If a property is tunable, you can change its value at any time.

Operation threshold in dB, specified as a real scalar.

Operation threshold is the level below which gain is applied to the input signal.

Tunable: Yes

Data Types: single | double

Expansion ratio, specified as a real scalar greater than or equal to 1.

Expansion ratio is the input/output ratio for signals that undershoot the operation threshold.

Assuming a hard knee characteristic and a steady-state input such that x[n] dB < thresholdValue, the expansion ratio is defined as $R=\frac{\left(y\left[n\right]-T\right)}{\left(x\left[n\right]-T\right)}$ .

• R is the expansion ratio.

• y[n] is the output signal in dB.

• x[n] is the input signal in dB.

• T is the threshold in dB.

Tunable: Yes

Data Types: single | double

Knee width in dB, specified as a real scalar greater than or equal to 0.

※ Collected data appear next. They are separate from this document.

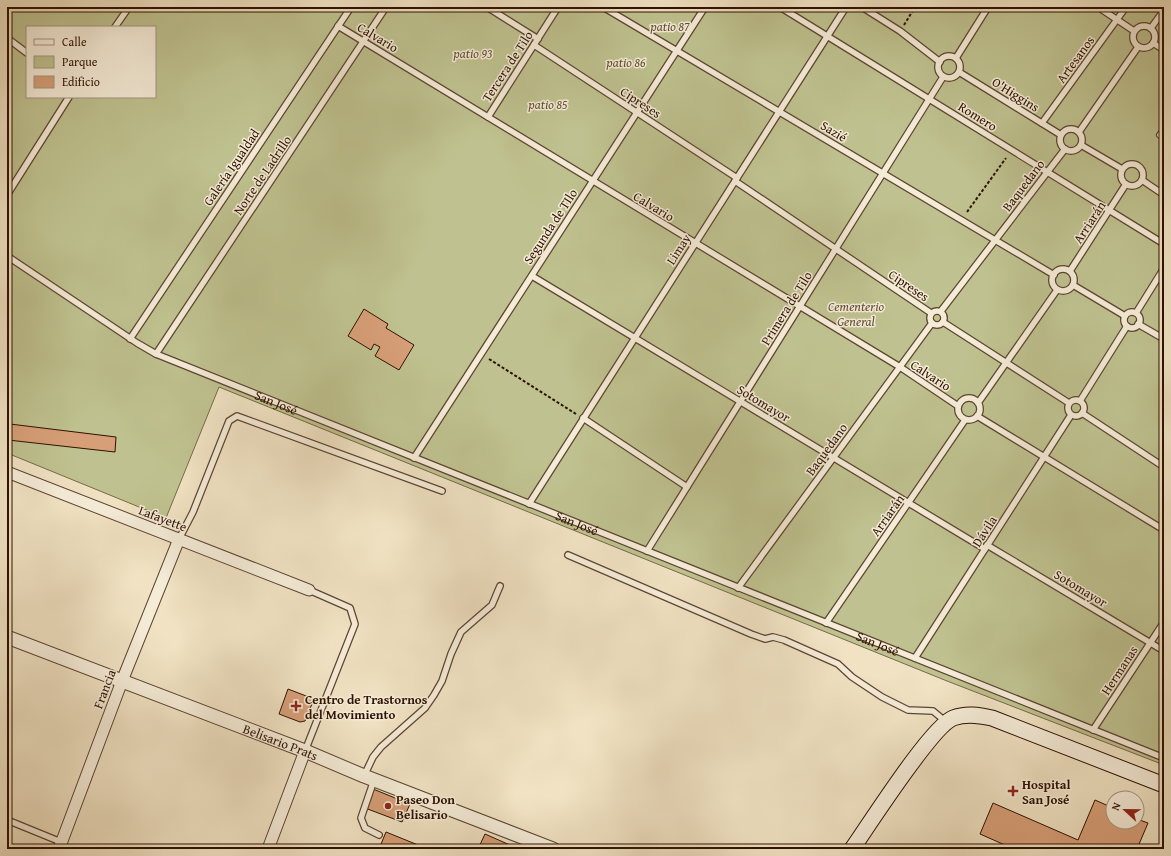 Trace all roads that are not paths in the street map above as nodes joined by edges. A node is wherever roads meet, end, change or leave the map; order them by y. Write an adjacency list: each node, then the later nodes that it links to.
1 (128, 7): 16 (lane)
2 (351, 7): 17 (lane, Galería Igualdad)
3 (386, 7): 23 (lane, Norte de Ladrillo)
4 (487, 7): 22 (lane)
5 (558, 7): 22 (lane, Tercera de Tilo)
6 (603, 7): 28 (lane, Sazié)
7 (705, 7): 28 (lane, Segunda de TIlo)
8 (780, 7): 20 (lane, Romero)
9 (846, 7): 20 (lane, Limay)
10 (862, 7): 31 (lane)
11 (988, 7): 30 (lane)
12 (1098, 7): 15 (lane)
13 (1126, 7): 15 (lane, Artesanos)
14 (1164, 10): 18 (lane)
15 (1117, 19): 19 (lane); 39 (lane, Artesanos)
16 (116, 26)
17 (338, 26): 23 (lane, Calvario); 76 (lane, Galería Igualdad)
18 (1151, 28): 19 (lane); 24 (lane)
19 (1134, 31): 26 (lane)
20 (828, 36): 35 (lane, Romero); 36 (lane, Limay)
21 (7, 38): 29 (lane)
22 (538, 39): 25 (lane, Tercera de Tilo)
23 (363, 41): 38 (lane, Calvario); 77 (lane, Norte de Ladrillo)
24 (1153, 43): 26 (lane); 27 (lane)
25 (534, 45): 37 (lane, Cipreses); 38 (lane, Tercera de Tilo)
26 (1138, 47): 40 (lane)
27 (1164, 50)
28 (677, 51): 36 (lane, Sazié); 37 (lane, Segunda de TIlo)
29 (26, 52)
30 (956, 58): 31 (lane); 32 (lane)
31 (940, 62): 33 (lane)
32 (959, 72): 33 (lane); 39 (lane, O'Higgins)
33 (943, 77): 35 (lane, Primera de Tilo)
34 (68, 98): 51 (lane)
35 (929, 99): 45 (lane, Primera de Tilo); 46 (lane, Romero)
36 (779, 111): 45 (lane, Sazié); 47 (lane, Limay)
37 (637, 113): 47 (lane, Cipreses); 49 (lane, Segunda de TIlo)
38 (488, 117): 49 (lane, Calvario)
39 (1042, 123): 41 (lane, O'Higgins)
40 (1079, 132): 41 (lane); 42 (lane)
41 (1061, 135): 43 (lane)
42 (1081, 145): 43 (lane); 44 (lane)
43 (1065, 149): 46 (lane, Baquedano)
44 (1122, 169): 48 (lane); 50 (lane)
45 (883, 173): 54 (lane, Sazié); 57 (lane, Primera de Tilo)
46 (1047, 173): 53 (lane, Romero); 54 (lane, Baquedano)
47 (736, 180): 55 (lane, Limay); 57 (lane, Cipreses)
48 (1142, 180): 50 (lane); 52 (lane)
49 (593, 181): 55 (lane, Calvario); 62 (lane, Segunda de TIlo)
50 (1126, 184): 53 (lane, Arriarán)
51 (7, 195)
52 (1164, 195)
53 (1109, 210): 56 (lane, Romero); 60 (lane, Arriarán)
54 (995, 241): 61 (lane, Sazié); 66 (lane, Baquedano)
55 (695, 243): 65 (lane, Calvario); 74 (lane, Limay)
56 (1164, 244)
57 (836, 249): 65 (lane, Primera de Tilo); 67 (lane, Cipreses)
58 (7, 256): 76 (lane, San José)
59 (1164, 268): 68 (lane)
60 (1070, 271): 61 (lane); 63 (lane)
61 (1054, 275): 64 (lane)
62 (532, 276): 74 (lane, Sotomayor); 91 (lane, Segunda de TIlo)
63 (1074, 285): 64 (lane); 69 (lane)
64 (1057, 290): 78 (lane)
65 (800, 307): 79 (lane, Calvario); 81 (lane, Primera de Tilo)
66 (941, 311): 67 (lane); 70 (lane)
67 (931, 313): 71 (lane)
68 (1136, 313): 69 (lane); 72 (lane)
69 (1125, 316): 73 (lane)
70 (943, 322): 71 (lane); 78 (lane)
71 (932, 323): 79 (lane, Baquedano)
72 (1138, 324): 73 (lane); 75 (lane)
73 (1127, 326): 80 (lane)
74 (634, 338): 81 (lane, Sotomayor); 88 (lane, Limay)
75 (1164, 338)
76 (130, 339): 77 (lane, San José)
77 (156, 354): 91 (lane, San José)
78 (1006, 363): 82 (lane); 83 (lane)
79 (900, 367): 84 (lane, Calvario); 92 (lane, Baquedano)
80 (1080, 401): 83 (lane); 85 (lane)
81 (741, 402): 92 (lane, Sotomayor); 95 (lane, Primera de Tilo)
82 (978, 403): 84 (lane); 87 (lane)
83 (1069, 403): 86 (lane)
84 (958, 406): 89 (lane)
85 (1082, 412): 86 (lane); 93 (lane)
86 (1072, 415): 90 (lane, Dávila)
87 (977, 416): 89 (lane); 90 (lane)
88 (583, 418): 95 (lane); 98 (lane, Limay)
89 (965, 420): 97 (lane, Arriarán)
90 (1044, 457): 99 (lane); 101 (lane, Dávila)
91 (414, 458): 98 (lane, San José)
92 (834, 458): 97 (lane, Sotomayor); 105 (lane, Baquedano)
93 (1164, 467)
94 (7, 472): 100 (street, Lafayette)
95 (687, 487): 102 (lane, Primera de Tilo)
96 (442, 490): 100 (lane)
97 (909, 503): 101 (lane, Sotomayor); 108 (lane, Arriarán)
98 (529, 504): 102 (lane, San José)
99 (1164, 530)
100 (179, 539): 106 (street, Lafayette); 113 (street, Francia)
101 (986, 547): 110 (lane, Sotomayor); 112 (lane, Dávila)
102 (648, 551): 105 (lane, San José)
103 (568, 555): 114 (lane)
104 (500, 586): 118 (lane)
105 (738, 588): 108 (lane, San José)
106 (308, 590): 116 (lane)
107 (1164, 622): 110 (lane, Hermanas)
108 (826, 623): 112 (lane, San José)
109 (7, 637): 113 (street, Belisario Prats)
110 (1150, 643): 111 (lane, Sotomayor); 115 (lane, Hermanas)
111 (1164, 651)
112 (915, 658): 115 (lane, San José)
113 (122, 681): 116 (street, Belisario Prats); 122 (street, Francia)
114 (946, 722): 119 (main road); 125 (main road)
115 (1093, 730): 117 (lane, San José)
116 (305, 751): 118 (street, Belisario Prats); 123 (street)
117 (1164, 758)
118 (369, 778): 121 (lane); 124 (street, Belisario Prats)
119 (1164, 784)
120 (7, 820): 122 (lane)
121 (379, 835)
122 (60, 846)
123 (268, 849)
124 (553, 849)
125 (852, 849) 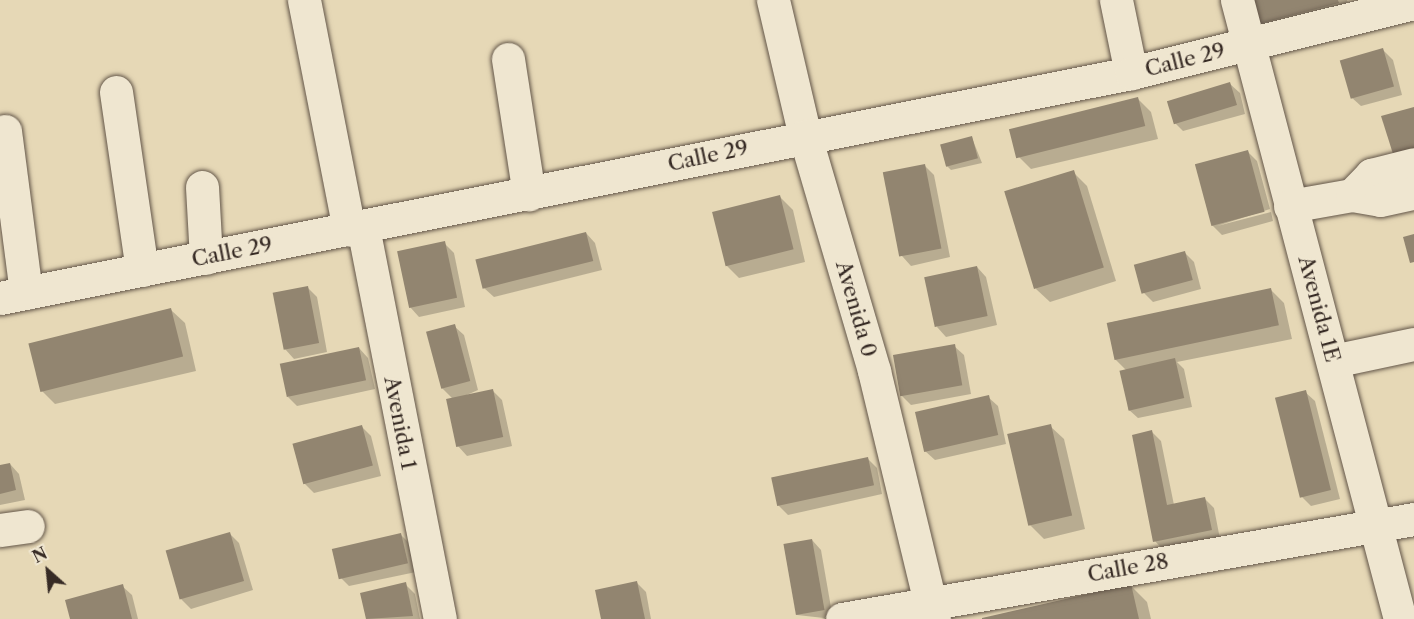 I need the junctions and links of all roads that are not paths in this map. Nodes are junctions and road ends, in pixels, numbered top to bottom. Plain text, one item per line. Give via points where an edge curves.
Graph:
1 (304, 0) edge
2 (773, 0) edge
3 (1116, 0) edge
4 (1237, 0) edge
5 (1414, 3) edge
6 (1247, 45) junction
7 (508, 59) dead end
8 (1131, 74) junction
9 (116, 92) dead end
10 (5, 131) dead end
11 (805, 136) junction
12 (1414, 164) edge
13 (202, 187) dead end
14 (1414, 193) edge
15 (529, 194) junction
16 (1352, 195) junction
17 (1290, 206) junction
18 (356, 228) junction
19 (206, 258) junction
20 (142, 270) junction
21 (13, 296) edge
22 (1414, 344) edge
23 (1333, 361) junction
24 (1414, 519) edge
25 (1377, 526) junction
26 (932, 610) edge
27 (440, 619) edge
28 (842, 619) edge
29 (1400, 619) edge

1 - 18 street, Avenida 1
2 - 11 street, Avenida 0
3 - 8 street
4 - 6 street, Avenida 1E
5 - 6 street, Calle 29
6 - 8 street, Calle 29
6 - 17 street, Avenida 1E
7 - 15 street
8 - 11 street, Calle 29
9 - 20 street
10 - 21 street
11 - 15 street, Calle 29
11 - 26 street, Avenida 0 via 874,371
12 - 16 street via 1371,175
13 - 19 street
14 - 16 street via 1380,200
15 - 18 street, Calle 29
16 - 17 street
17 - 23 street, Avenida 1E
18 - 19 street, Calle 29
18 - 27 street, Avenida 1
19 - 20 street, Calle 29
20 - 21 street, Calle 29
22 - 23 street
23 - 25 street, Avenida 1E
24 - 25 street, Calle 28
25 - 26 street, Calle 28
25 - 29 street, Avenida 1E
26 - 28 street, Calle 28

Knee width is the transition area in the expansion characteristic.

For soft knee characteristics, the transition area is defined by the relation

$y=x+\frac{\left(1-R\right)×{\left(x-T-\frac{W}{2}\right)}^{2}}{\left(2×W\right)}$

for the range $\left(2×|x-T|\right)\le W$.

• y is the output level in dB.

• x is the input level in dB.

• R is the expansion ratio.

• T is the threshold in dB.

• W is the knee width in dB.

Tunable: Yes

Data Types: single | double

Attack time in seconds, specified as a real scalar greater than or equal to 0.

Attack time is the time it takes the expander gain to rise from 10% to 90% of its final value when the input goes below the threshold.

Tunable: Yes

Data Types: single | double

Release time in seconds, specified as a real scalar greater than or equal to 0.

Release time is the time it takes the expander gain to drop from 90% to 10% of its final value when the input goes above the threshold.

Tunable: Yes

Data Types: single | double

Hold time in seconds, specified as a real scalar greater than or equal to 0.

Hold time is the period in which the applied gain is held constant before it starts moving toward its steady-state value. Hold time begins when the input level crosses the operation threshold.

Tunable: Yes

Data Types: single | double

Input sample rate in Hz, specified as a positive scalar.

Tunable: Yes

Data Types: single | double

## Usage

For versions earlier than R2016b, use the step function to run the System object algorithm. The arguments to step are the object you created, followed by the arguments shown in this section.

For example, y = step(obj,x) and y = obj(x) perform equivalent operations.

### Syntax

audioOut = dRE(audioIn)
[audioOut,gain] = dRE(audioIn)

### Description

example

audioOut = dRE(audioIn) performs dynamic range expansion on the input signal, audioIn, and returns the expanded signal, audioOut. The type of dynamic range expansion is specified by the algorithm and properties of the expander System object, dRE.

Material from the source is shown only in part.